La reciente apertura de sesiones en el Congreso evidenció la creciente tensión entre Javier Milei y su vicepresidenta, Victoria Villarruel. Durante el evento, Milei se mostró visiblemente molesto cuando Villarruel decidió dar por concluida la Asamblea Legislativa antes de que él terminara su discurso, un acto que el presidente consideró inapropiado. «No terminé. No terminé. Digo, no te apures», le reprochó Milei, lo que subraya el deterioro de su relación, que ya venía arrastrando conflictos desde hace meses.

El clima de descontento se intensificó cuando los allegados al presidente criticaron abiertamente a Villarruel en redes sociales, acusándola de haber interrumpido el acto deliberadamente. La diputada Lilia Lemoine fue una de las más vocales, señalando que la vicepresidenta se colocó frente a la cámara, obstaculizando la transmisión.
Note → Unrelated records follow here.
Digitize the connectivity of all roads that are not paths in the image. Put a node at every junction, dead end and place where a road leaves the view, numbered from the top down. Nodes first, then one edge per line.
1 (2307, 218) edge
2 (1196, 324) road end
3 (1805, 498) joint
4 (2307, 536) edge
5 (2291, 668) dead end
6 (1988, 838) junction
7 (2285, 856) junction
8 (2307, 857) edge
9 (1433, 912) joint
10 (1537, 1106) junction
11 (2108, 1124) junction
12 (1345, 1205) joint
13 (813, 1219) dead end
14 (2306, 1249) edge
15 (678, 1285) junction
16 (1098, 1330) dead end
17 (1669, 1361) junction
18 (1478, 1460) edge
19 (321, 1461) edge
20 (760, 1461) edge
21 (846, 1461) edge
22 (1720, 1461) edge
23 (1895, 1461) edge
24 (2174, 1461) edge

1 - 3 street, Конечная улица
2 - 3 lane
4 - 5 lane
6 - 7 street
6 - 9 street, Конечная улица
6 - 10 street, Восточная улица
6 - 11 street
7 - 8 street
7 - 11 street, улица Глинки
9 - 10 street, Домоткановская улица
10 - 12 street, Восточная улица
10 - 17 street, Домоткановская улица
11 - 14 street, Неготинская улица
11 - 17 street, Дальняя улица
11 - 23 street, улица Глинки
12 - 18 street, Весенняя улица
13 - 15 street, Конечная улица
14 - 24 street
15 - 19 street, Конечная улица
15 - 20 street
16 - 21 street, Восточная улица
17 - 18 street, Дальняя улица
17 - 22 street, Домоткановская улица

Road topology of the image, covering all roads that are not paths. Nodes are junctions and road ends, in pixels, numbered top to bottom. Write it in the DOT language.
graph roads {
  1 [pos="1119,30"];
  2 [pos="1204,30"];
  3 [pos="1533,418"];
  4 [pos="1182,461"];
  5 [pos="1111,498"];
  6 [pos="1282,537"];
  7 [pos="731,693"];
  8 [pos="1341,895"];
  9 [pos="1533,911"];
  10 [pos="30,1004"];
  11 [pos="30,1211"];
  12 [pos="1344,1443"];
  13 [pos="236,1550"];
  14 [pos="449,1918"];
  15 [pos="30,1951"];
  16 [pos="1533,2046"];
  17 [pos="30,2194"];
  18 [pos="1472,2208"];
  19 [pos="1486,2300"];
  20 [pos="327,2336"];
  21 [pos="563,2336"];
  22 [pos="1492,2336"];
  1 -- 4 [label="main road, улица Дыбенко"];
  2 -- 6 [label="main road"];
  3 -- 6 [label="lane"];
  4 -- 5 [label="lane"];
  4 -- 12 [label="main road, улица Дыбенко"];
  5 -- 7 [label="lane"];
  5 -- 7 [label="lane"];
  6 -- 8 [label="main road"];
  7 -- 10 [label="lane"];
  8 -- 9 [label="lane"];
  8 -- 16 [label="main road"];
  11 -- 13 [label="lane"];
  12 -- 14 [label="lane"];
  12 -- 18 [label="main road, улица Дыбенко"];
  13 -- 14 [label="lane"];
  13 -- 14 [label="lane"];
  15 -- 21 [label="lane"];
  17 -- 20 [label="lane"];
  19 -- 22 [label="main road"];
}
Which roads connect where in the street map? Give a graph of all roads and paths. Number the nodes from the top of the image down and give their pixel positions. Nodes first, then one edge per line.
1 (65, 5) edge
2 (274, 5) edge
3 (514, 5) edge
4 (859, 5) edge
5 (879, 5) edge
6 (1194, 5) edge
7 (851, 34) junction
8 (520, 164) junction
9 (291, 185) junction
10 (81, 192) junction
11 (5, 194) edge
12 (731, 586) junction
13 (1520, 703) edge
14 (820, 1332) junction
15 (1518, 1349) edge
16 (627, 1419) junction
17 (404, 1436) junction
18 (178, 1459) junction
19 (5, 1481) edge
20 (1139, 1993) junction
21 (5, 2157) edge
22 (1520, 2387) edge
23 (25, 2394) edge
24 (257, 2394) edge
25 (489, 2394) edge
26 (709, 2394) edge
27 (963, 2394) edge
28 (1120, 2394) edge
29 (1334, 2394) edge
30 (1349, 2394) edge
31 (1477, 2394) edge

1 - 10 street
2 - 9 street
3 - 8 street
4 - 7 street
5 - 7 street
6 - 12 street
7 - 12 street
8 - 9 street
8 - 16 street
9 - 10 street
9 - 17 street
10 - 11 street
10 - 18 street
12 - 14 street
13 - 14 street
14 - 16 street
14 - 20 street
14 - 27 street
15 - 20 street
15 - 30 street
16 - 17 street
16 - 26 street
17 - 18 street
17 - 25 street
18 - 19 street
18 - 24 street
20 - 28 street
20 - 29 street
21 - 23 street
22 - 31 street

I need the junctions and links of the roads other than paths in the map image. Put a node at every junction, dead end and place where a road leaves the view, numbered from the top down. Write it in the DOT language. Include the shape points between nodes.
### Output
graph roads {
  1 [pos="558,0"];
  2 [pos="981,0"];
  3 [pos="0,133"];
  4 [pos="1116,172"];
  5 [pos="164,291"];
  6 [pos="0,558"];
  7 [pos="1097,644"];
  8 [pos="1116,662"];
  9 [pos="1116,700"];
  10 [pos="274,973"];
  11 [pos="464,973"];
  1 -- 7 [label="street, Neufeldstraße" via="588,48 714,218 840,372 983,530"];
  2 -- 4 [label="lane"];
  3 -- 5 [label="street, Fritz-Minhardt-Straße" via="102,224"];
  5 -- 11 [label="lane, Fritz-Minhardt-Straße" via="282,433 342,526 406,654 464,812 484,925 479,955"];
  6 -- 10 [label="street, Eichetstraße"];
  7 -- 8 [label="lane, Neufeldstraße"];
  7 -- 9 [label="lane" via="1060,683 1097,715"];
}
Sin embargo, el entorno de Villarruel defendió su postura, argumentando que la confusión surgió de un malentendido, ya que Milei había hecho una pausa prolongada que llevó a Villarruel a pensar que había finalizado su discurso.

La situación se complicó aún más por la exclusión de Villarruel de la cena posterior al evento, donde solo asistieron otros miembros del gabinete y el presidente de la Cámara de Diputados, Martín Menem. Además, su imagen fue notablemente ausente en las fotografías oficiales, lo que sugiere un distanciamiento intencionado. En contraste, en la apertura de sesiones del año anterior, la relación entre ambos parecía más cordial.

Este episodio marca un punto crítico en la relación entre Milei y Villarruel, quienes han tenido desacuerdos sobre varios temas de la administración. La tensión ha escalado a tal punto que los analistas consideran que el vínculo entre ambos está irremediablemente roto, con pocas posibilidades de reconciliación en el futuro.